Even so, I didn’t expect experienced student conduct administrators to be among those mistaking our defense of due process for a defense of sexual assault. So it is therefore disappointing to find that some student conduct veterans are, in fact, doing just that.

In a recent blog entry, Illinois State University Associate Dean of Students Rick Olshak accuses FIRE of many things: engaging in a “sad and tired act” of “overstating a fear that generally exists in their own minds”; “using a handful of cases to project an inaccurate hypothesis”; “challenging [] every step taken to protect those that have historically been at a disadvantage”; and propagating an “alarmist mentality.” And that’s just with regard to our daily work of defending student and faculty rights, generally.

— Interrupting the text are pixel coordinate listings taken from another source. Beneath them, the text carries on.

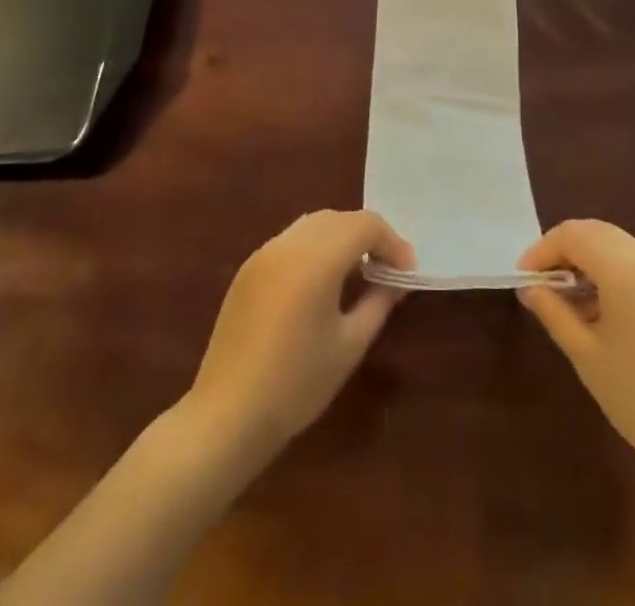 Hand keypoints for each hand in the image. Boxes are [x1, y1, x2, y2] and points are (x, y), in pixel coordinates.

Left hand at [189, 210, 414, 451]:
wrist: (227, 415)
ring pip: (314, 224)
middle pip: (340, 219)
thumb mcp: (349, 345)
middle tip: (387, 270)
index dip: (392, 242)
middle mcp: (289, 243)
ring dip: (341, 237)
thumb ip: (378, 302)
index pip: (365, 225)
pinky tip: (321, 282)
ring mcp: (265, 252)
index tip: (406, 272)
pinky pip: (291, 241)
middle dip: (368, 236)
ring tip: (357, 273)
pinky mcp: (248, 268)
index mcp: (317, 258)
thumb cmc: (297, 383)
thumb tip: (396, 280)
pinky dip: (315, 247)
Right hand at [518, 220, 634, 493]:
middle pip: (595, 233)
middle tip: (540, 286)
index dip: (542, 251)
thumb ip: (554, 312)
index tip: (523, 280)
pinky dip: (610, 274)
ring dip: (586, 262)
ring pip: (616, 246)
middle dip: (563, 252)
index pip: (572, 234)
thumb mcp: (587, 355)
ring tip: (565, 303)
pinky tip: (599, 312)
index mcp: (625, 266)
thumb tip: (531, 289) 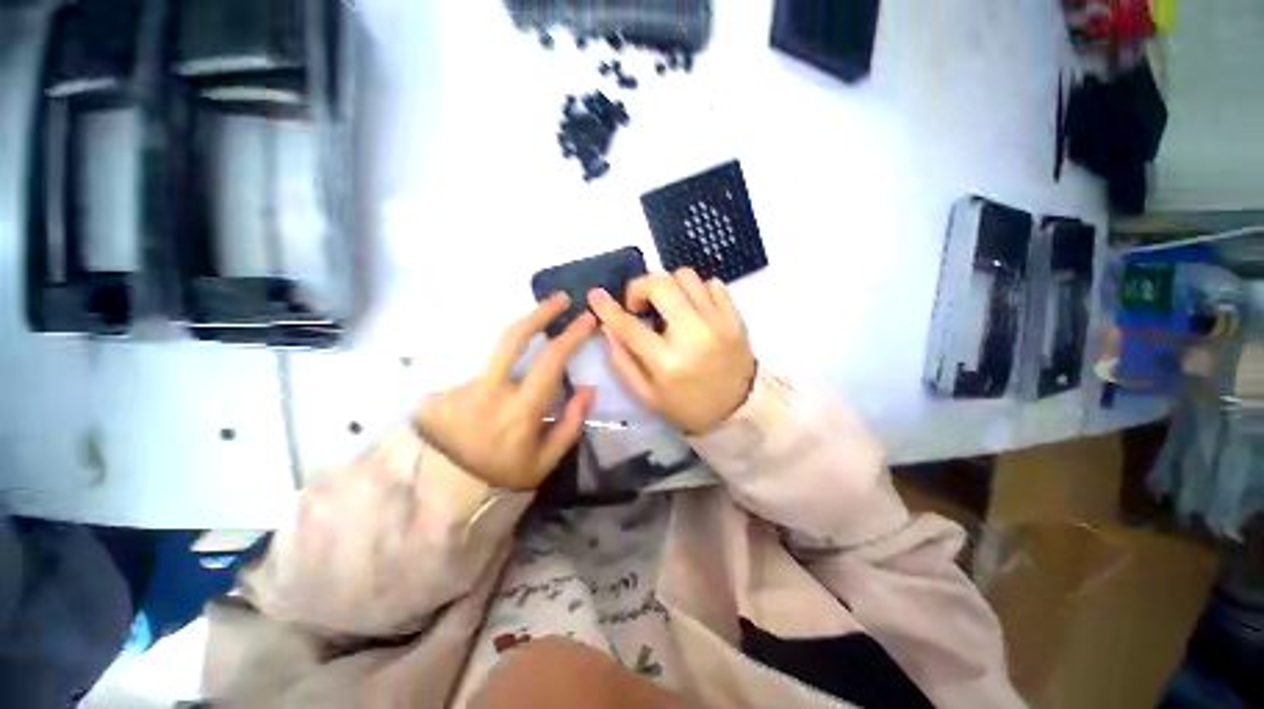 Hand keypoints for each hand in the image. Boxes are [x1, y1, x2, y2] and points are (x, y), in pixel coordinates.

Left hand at [416, 294, 595, 489]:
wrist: (440, 495)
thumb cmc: (502, 478)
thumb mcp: (545, 461)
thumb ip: (571, 423)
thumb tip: (588, 388)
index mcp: (520, 410)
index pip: (550, 361)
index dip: (571, 335)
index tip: (587, 318)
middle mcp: (489, 391)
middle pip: (513, 337)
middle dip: (540, 312)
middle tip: (560, 299)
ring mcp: (461, 387)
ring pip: (497, 360)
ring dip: (517, 362)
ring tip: (512, 401)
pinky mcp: (442, 390)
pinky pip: (480, 379)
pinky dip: (493, 387)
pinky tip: (487, 413)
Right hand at [588, 269, 755, 434]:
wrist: (738, 410)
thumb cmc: (686, 406)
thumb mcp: (646, 395)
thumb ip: (622, 361)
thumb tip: (607, 326)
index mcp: (667, 362)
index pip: (629, 326)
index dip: (607, 308)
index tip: (595, 295)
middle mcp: (693, 335)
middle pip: (660, 284)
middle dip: (640, 287)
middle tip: (640, 305)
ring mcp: (718, 322)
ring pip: (685, 276)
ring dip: (668, 286)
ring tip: (667, 306)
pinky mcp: (735, 317)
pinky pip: (712, 283)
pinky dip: (696, 290)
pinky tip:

Turning specifically to FIRE’s May 5 letter to OCR, Olshak hurls still more accusations: FIRE is treating due process rights as a “a zero-sum game,” “puffing up its chest and staring down OCR in a public tantrum over how the [OCR's Dear Colleague Letter of April 4, 2011] will now infringe upon free speech rights and violate due process rights for accused students”; and failing to “acknowledge the rights of aggrieved parties to participate equitably in processes that matter just as much to them as they do to the accused students.”

Most disappointingly of all, Olshak cites with approval Brett Sokolow, founder and president of the National Center for Higher Education Risk Management, as stating that “all FIRE has done is to demonstrate that it could stand up for the rights of rapists everywhere.” But before answering this remarkable charge, let’s go through Olshak’s arguments point by point.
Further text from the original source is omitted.